I Wanted to Lose Weight, Not My Life

I think I was the heaviest kid in school, pretty much from kindergarten to graduation. It didn’t really matter what I did to lose weight, I don’t think I ever dropped more than three or four pounds. I am not going to say that I didn’t like myself or my life, because that’s not true. I was active, healthy, pretty, fun, and fat.

Before graduating from college, I decided I was really going to make a big change and work harder than ever to lose 50 pounds. I was walking to all my classes and walking the track at the stadium every morning and evening. I completely changed what I ate, and gave up soda and sugary drinks, processed foods, and most white foods like potatoes and bread.

After 6 months, I had lost 12 pounds. Not nearly as much I had wanted to lose. My doctor said there was a diet pill that was helping people like me lose weight. He prescribed a drug called Fen-Phen and I started taking it the next day. For the first time in my life, the weight was coming off. I was doing so good, that my younger sister got a prescription and started dieting too.

I don’t think I was on the drug for three months before my doctor told me that my heart valve was damaged and not working right. A few months later, the FDA said that studies had shown that fen-phen use could cause heart valve damage and lung damage and pulled the pill off the market.

As soon as I heard what the FDA did, I was so mad. I just wanted to lose weight and look good and instead I ended up with heart problems. I asked my doctor why on Earth he would put me on a pill that would hurt me, and he said he had no idea the drug could do this. I asked my pharmacist if she knew of anyone else getting heart damage from the pills, and she said yes and that I should talk to my attorney because it seemed lots of people were being hurt by the pill.

My attorney said we should file a lawsuit against the drug maker American Home Products, but I wanted to do more.
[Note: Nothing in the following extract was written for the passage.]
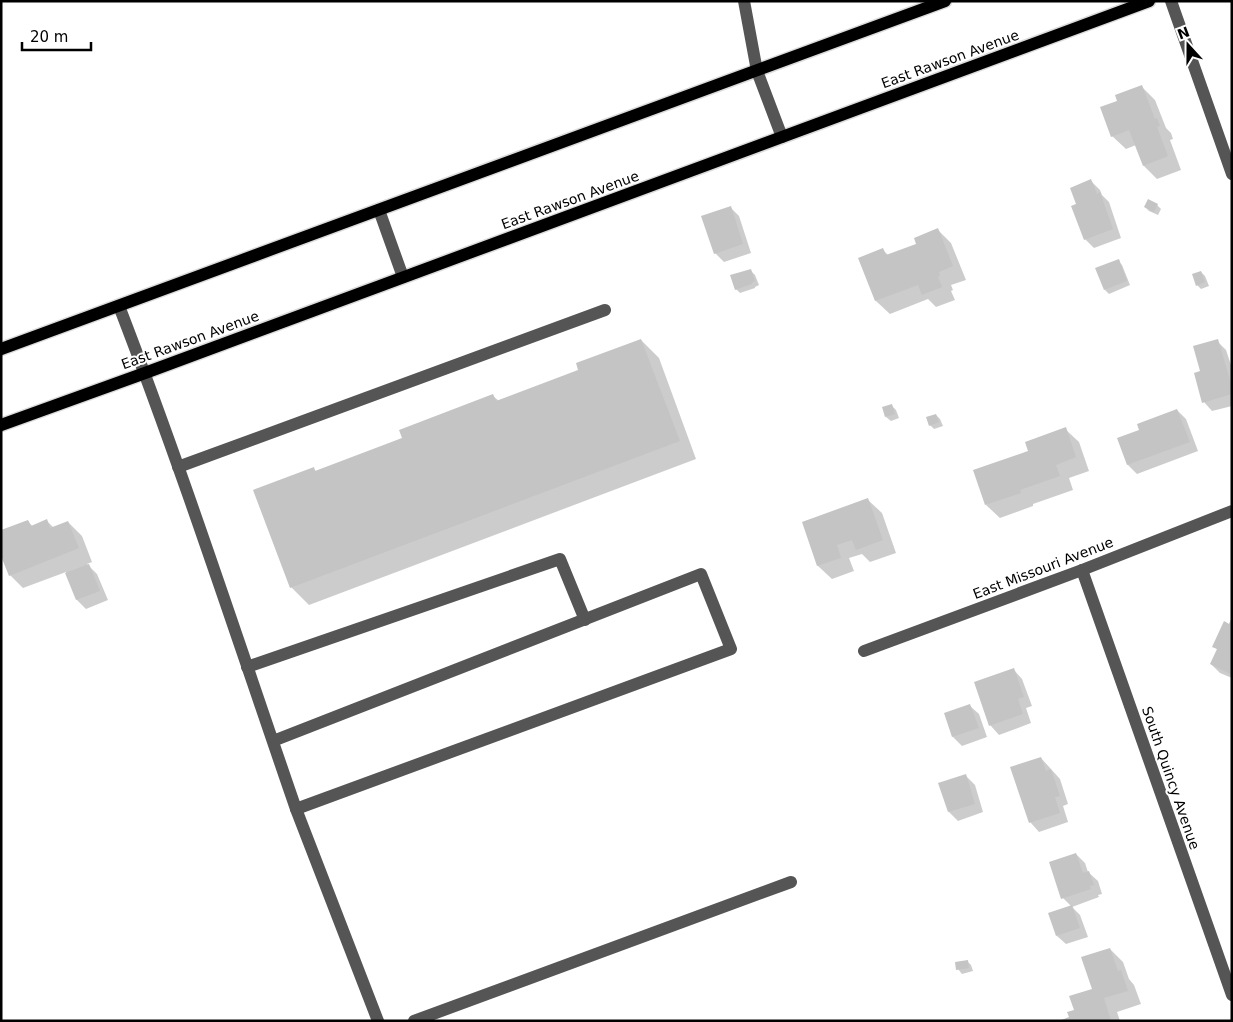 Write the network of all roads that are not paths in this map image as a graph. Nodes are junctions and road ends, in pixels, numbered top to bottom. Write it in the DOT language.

A mass tort action had been established in Philadelphia and I wanted to be a part of it. I didn’t think that if I filed an individual lawsuit that I would really be heard. I wanted the drug maker to hear my words, see what they had done to me and thousands of others, and I wanted them to pay. I figured if all of us who were hurt by the drug stood together, we would get noticed and maybe really get something done. That together we would be strong enough, loud enough to make a difference.

Well, it worked. Thousands of us filed product liability lawsuits in a mass tort and American Home Products quickly agreed to settle all the cases at once for close to $4 billion. We won. Fen-Phen is gone and won’t hurt anyone ever again and the maker learned a very costly, very important lesson about hurting people.

When It Comes to Dangerous Drugs, There’s Power in Numbers

Many years ago I was diagnosed with bladder cancer. I beat it, but since then, I only eat fresh, whole foods, drink purified water, try to avoid as many chemicals as possible and use only safe things, like vinegar to clean my home. Of course I avoid tobacco and don’t take any medicines unless its necessary.  

Unfortunately, diabetes runs in my family, and despite my healthy lifestyle, I was diagnosed with Type 2 diabetes. My doctor put me on a medication called Actos and I was able to control my blood sugar levels very well for a long time.

Then, the bladder cancer came back. I was devastated. After everything, here I was again, staying in hospitals, being poked, prodded, punctured, operated on, beamed with radiation, and infused with chemotherapy drugs. I was trying to stay positive, but failing. I was tired.

It was during one of my treatments that a friend told me that the FDA issued a warning saying that Actos could cause bladder cancer and that it shouldn’t be taken by people who have or have had bladder cancer.

I couldn’t believe what I was hearing.

My doctor said she never would have prescribed the drug if she had known about the risk, and I certainly never would have taken it if I had any idea it could cause the cancer to come back. I did some research and found out that other countries had stopped using the drug because of the risk of bladder cancer, but the drug maker didn’t warn people in the U.S.

I talked to my attorney about suing the maker of Actos, Takeda Pharmaceuticals, when I saw online that lots of other people thought their bladder cancer might be connected to the medicine. Though we talked about filing an individual lawsuit, I thought it would be more powerful if all of us who developed bladder cancer would join together and present this big united front that said “you hurt us and we aren’t going to take it.”

Drug injury lawsuits can take a long time to get through the court system, but unlike an individual suit, when you form a mass tort, it just keeps growing as more people connect the dots.

By 2015, over ten thousand people had joined the mass tort, which is an incredibly powerful number of people, and at that point, Takeda decided it would be easier to just settle. This ended up being one of the biggest drug settlements in history, with the company agreeing to pay $2.4 billion to settle more than 90 percent of the cases filed against it.